I bought my Pi with the idea of turning it into a small Siri-like personal assistant, that will be capable of performing simple tasks like checking emails, fetching weather forecast, traffic info and so on. So obviously, I need my Pi to be able to speak and listen.
I played around with Jasper, an open source platform for creating voice controlled applications. I took me two long evenings to get it running, but the results were not satisfying. You can configure Jasper by choosing tts (text to speech) and stt (speech to text) engines of your choice. I was able to talk with Jasper only with the combination of Pocketsphinx (stt) and eSpeak (stt) and only in English. My pronunciation must be very bad, as Jasper understood like every fifth word and spoke back with very „robotic” voice.

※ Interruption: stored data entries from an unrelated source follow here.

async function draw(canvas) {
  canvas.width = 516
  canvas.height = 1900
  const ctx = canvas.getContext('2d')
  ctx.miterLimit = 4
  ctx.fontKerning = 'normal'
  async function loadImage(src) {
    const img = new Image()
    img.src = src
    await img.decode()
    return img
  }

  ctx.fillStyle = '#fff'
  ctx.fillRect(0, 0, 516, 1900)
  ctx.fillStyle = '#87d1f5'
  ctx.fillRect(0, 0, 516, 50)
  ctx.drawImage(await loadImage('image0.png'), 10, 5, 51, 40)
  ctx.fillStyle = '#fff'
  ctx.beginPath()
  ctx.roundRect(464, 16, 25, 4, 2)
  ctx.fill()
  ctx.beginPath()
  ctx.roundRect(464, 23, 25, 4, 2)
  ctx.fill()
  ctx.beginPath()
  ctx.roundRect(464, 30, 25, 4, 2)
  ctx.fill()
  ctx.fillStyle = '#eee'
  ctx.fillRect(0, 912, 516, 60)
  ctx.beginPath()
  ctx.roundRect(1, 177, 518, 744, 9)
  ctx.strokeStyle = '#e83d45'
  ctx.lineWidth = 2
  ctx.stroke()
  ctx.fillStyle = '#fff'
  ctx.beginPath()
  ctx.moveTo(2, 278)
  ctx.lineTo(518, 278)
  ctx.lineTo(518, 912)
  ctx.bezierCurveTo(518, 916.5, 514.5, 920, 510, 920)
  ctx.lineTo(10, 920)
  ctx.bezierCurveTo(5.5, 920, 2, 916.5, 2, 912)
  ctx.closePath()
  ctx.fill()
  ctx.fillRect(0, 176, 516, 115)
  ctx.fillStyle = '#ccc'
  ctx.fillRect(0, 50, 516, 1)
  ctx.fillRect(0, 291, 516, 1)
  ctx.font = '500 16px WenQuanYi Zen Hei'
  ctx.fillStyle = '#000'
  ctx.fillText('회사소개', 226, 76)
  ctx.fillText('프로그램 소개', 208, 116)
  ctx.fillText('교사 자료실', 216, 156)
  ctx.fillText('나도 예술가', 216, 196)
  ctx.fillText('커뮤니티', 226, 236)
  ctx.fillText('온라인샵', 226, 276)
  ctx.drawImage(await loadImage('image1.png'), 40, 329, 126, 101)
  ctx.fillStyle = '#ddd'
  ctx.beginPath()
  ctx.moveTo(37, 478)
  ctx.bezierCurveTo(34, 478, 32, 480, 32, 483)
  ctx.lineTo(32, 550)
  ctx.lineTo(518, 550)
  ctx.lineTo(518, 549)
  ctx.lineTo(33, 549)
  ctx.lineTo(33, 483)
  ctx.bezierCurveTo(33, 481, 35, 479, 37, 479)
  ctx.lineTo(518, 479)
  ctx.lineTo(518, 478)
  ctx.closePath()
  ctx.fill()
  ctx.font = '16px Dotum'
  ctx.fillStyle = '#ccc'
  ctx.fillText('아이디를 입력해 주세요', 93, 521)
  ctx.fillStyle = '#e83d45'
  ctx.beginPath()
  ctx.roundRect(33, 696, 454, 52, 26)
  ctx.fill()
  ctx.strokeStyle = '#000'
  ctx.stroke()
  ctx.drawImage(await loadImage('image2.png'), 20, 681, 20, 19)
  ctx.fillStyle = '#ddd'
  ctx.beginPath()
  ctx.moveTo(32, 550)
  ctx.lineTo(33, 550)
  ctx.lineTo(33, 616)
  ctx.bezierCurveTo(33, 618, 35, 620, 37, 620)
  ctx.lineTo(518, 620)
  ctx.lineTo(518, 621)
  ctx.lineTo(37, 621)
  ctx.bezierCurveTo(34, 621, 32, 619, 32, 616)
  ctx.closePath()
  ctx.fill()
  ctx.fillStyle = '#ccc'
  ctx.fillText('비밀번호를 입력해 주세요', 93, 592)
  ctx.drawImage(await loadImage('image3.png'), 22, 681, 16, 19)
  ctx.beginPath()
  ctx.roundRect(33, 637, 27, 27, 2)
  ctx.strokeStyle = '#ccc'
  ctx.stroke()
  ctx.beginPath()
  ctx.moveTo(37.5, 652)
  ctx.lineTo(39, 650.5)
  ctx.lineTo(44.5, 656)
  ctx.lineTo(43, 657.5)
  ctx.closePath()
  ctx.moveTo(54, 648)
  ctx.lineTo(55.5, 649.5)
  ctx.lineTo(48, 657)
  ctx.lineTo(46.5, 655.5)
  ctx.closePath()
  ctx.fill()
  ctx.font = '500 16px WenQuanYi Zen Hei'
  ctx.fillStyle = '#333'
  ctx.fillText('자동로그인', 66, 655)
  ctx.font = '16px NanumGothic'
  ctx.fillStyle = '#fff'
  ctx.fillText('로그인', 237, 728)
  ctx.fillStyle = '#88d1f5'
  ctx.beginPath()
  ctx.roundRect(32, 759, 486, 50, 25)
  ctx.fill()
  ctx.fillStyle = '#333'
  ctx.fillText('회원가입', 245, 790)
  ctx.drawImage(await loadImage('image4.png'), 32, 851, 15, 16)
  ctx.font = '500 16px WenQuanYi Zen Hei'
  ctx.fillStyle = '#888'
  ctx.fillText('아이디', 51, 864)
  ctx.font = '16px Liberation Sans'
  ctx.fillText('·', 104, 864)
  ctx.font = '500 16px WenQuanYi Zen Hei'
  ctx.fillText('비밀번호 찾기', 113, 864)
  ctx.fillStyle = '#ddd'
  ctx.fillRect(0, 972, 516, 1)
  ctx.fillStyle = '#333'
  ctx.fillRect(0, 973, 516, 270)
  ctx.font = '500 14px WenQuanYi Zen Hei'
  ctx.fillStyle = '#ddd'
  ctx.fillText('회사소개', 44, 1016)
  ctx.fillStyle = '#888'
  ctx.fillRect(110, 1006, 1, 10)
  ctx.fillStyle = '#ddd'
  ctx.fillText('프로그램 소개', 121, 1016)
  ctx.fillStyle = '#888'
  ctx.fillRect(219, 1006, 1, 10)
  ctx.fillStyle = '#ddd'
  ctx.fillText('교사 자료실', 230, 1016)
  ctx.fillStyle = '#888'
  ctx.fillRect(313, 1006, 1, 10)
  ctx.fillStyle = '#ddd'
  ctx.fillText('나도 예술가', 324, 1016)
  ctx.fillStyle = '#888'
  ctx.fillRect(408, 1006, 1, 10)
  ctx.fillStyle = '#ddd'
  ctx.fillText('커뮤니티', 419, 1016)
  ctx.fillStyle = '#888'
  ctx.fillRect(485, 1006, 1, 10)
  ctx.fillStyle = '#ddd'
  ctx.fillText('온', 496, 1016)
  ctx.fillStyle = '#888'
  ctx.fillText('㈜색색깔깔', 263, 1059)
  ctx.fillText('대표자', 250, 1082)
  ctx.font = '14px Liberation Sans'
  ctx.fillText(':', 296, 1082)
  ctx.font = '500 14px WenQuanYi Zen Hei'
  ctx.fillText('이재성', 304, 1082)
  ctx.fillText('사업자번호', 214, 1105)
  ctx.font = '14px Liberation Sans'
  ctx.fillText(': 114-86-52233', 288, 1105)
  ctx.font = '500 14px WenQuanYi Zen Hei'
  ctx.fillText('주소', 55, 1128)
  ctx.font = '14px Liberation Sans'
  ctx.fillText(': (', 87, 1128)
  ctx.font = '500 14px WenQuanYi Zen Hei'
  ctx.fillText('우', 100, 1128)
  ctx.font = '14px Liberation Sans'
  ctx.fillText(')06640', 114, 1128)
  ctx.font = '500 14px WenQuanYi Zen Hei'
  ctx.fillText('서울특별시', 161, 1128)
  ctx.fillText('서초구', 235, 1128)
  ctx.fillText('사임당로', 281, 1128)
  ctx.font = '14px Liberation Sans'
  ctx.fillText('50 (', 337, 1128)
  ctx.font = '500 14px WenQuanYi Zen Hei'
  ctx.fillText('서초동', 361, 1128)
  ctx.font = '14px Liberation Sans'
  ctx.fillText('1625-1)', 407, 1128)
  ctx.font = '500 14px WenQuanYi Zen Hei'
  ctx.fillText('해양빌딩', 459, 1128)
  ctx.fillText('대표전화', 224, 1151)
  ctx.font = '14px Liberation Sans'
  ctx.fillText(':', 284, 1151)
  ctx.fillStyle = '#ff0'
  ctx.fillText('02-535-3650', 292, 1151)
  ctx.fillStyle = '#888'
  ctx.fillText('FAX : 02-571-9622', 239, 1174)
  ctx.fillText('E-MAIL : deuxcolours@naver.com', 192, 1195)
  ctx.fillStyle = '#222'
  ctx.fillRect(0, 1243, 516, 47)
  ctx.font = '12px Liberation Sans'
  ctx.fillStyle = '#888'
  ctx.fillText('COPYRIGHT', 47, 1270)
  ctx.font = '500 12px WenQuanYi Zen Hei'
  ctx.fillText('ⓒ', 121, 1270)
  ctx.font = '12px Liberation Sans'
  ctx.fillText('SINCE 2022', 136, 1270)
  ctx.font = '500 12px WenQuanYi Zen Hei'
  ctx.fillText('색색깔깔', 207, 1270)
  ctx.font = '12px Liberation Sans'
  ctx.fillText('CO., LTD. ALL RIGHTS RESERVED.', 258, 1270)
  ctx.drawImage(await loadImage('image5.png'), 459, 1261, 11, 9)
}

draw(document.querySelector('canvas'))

I want my Pi to read me my new polish-written emails, and with eSpeak engine this sounds like a completely unclear robot’s babble ;) Jasper allows you to configure web-based engines like: google speech api, wit.ai or Ivona, but this is either buggy or obsolete as I was unable to get it running and couldn’t find any new threads on the internet regarding problems I was facing. So, I gave up on Jasper and focused on finding a good solution for text to speech in the first place.
My first thought was: google. But after googling for a while it turned out that google’s tts is somehow restricted to Android only. They are now promoting their new Google Cloud Speech Api, but it can only turn speech to text, which is the opposite what I want right now ;)
I finally found what I was looking for in Amazon Web Service called Amazon Polly. What is really cool: it can speak 20 languages, includes different voices and it sounds very natural :) Amazon’s former text to speech engine was Ivona (this is now deprecated) – which for Polish people may sound familiar. Ivona was speech synthesizer developed in Poland and bought by Amazon few years ago. Unfortunately, using Polly is not free, but you can set up an account and test Polly for one year free of charge (monthly limits apply). When outside the free tier reading one million characters will cost you 4$, and this is a lot, I mean words not money ;) Here you can find pricing details.
As soon as you are ready with your account it takes just a few minutes to configure Polly and start using it in your Python script :)
Create an AWS Account
- Go to aws.amazon.com and click „Create an AWS Account” button.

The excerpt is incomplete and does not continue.